YOUR INSTRUCTIONS:
Report each line of the data below in which "Suarez" appears.

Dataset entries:
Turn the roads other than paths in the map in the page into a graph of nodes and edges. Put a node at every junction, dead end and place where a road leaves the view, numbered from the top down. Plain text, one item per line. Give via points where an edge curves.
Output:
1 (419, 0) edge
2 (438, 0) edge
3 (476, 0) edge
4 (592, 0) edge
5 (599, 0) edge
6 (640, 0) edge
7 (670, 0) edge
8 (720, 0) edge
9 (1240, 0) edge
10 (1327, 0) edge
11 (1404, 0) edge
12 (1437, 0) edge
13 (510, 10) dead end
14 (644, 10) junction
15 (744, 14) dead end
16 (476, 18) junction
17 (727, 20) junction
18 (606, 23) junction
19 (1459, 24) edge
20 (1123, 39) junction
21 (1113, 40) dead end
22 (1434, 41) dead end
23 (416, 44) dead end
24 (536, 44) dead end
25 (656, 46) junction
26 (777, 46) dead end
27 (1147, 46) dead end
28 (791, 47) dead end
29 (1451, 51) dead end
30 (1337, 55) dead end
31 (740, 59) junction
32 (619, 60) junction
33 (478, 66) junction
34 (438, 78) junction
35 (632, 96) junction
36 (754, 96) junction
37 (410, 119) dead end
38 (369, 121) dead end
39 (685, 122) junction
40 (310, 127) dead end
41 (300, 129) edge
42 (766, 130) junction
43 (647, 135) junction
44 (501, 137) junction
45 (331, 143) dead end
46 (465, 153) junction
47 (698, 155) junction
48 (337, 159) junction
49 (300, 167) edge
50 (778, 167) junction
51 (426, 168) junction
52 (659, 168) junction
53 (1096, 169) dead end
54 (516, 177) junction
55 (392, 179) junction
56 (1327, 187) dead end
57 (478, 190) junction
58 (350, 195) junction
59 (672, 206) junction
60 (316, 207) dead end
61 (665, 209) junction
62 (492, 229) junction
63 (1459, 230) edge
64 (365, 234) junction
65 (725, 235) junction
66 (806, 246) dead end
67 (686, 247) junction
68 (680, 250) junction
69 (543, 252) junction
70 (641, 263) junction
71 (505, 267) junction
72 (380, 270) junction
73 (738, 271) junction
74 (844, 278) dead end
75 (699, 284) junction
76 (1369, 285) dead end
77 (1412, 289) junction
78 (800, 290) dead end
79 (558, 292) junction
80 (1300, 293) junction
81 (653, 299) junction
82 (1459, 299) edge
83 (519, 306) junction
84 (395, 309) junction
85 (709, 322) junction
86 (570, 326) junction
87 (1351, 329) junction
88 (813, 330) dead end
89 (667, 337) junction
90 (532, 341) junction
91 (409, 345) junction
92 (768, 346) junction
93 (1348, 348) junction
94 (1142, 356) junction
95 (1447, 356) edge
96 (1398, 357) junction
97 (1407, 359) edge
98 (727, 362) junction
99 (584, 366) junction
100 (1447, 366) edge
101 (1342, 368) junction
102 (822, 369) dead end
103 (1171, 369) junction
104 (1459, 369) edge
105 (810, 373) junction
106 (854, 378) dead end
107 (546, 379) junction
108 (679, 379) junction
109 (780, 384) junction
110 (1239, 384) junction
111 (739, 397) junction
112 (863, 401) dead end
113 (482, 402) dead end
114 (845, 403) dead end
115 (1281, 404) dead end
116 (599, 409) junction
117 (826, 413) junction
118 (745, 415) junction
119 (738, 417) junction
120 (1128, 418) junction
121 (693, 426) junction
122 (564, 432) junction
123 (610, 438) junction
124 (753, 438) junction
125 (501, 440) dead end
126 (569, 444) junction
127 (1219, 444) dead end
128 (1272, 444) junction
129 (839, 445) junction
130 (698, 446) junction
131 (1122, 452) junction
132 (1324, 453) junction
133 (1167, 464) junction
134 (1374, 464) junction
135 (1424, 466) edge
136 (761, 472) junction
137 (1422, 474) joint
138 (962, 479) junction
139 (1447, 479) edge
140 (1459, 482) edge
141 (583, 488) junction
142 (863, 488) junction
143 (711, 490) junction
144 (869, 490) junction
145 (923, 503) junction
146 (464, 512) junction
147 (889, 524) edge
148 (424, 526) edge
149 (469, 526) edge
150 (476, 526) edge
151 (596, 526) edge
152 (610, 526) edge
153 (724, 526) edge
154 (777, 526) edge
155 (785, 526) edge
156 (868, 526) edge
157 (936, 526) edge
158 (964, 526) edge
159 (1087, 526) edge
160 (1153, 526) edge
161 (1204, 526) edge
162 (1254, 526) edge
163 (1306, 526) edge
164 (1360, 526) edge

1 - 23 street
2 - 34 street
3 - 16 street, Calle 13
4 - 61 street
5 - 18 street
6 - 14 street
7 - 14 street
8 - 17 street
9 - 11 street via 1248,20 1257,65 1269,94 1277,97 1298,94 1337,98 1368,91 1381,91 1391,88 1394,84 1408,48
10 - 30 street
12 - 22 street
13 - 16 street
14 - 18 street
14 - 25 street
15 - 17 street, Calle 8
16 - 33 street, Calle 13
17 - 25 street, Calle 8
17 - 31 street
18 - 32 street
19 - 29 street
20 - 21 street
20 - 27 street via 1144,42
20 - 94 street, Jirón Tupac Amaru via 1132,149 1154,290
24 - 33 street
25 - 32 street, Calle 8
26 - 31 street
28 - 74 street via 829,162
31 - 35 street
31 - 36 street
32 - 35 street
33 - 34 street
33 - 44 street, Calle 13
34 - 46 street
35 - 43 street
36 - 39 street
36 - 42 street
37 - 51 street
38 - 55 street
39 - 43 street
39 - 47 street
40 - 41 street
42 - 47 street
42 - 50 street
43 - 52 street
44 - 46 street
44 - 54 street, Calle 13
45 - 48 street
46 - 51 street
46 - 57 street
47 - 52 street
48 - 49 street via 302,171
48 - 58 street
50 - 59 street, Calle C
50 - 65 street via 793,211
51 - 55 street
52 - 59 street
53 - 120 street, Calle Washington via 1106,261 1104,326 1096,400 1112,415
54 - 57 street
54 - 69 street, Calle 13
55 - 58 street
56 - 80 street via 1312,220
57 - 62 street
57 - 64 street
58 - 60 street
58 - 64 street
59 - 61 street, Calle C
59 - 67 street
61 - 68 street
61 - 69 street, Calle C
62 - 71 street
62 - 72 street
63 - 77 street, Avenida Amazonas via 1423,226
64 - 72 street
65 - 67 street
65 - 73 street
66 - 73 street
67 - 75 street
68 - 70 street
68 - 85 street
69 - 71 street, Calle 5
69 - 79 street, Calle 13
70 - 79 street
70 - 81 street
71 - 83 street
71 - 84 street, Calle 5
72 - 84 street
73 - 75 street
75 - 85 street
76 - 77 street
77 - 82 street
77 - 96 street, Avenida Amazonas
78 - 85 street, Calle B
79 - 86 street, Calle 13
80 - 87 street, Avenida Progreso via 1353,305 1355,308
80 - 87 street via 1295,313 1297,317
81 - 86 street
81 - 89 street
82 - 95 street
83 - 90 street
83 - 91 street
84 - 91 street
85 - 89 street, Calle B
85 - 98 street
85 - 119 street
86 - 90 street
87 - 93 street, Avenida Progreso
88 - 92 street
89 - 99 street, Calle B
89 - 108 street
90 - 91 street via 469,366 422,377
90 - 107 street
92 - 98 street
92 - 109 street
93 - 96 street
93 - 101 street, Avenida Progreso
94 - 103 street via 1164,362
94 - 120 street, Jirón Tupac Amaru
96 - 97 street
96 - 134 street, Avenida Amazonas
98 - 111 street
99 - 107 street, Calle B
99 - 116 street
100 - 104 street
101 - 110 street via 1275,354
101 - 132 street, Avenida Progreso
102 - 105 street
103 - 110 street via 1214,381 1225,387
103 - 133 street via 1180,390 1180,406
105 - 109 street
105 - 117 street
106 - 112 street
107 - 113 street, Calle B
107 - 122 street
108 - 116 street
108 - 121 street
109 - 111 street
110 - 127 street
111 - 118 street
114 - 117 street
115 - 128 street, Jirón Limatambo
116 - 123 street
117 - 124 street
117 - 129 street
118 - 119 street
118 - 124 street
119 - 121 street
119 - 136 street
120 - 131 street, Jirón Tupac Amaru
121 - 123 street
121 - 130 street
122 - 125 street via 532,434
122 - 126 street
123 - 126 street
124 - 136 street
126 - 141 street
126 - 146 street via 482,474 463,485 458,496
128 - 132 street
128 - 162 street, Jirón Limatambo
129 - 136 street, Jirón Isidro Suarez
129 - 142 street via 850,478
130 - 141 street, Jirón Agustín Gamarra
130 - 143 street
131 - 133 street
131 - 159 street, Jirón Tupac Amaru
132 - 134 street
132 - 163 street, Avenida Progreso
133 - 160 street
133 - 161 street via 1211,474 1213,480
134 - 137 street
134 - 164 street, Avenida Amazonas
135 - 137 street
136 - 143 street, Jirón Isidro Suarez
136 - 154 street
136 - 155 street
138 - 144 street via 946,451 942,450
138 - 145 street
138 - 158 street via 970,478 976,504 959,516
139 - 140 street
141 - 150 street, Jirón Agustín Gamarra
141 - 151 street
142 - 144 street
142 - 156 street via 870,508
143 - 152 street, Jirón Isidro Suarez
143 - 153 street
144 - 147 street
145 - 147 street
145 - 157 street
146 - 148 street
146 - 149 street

EXERCISE ANSWER:
129 - 136 street, Jirón Isidro Suarez
136 - 143 street, Jirón Isidro Suarez
143 - 152 street, Jirón Isidro Suarez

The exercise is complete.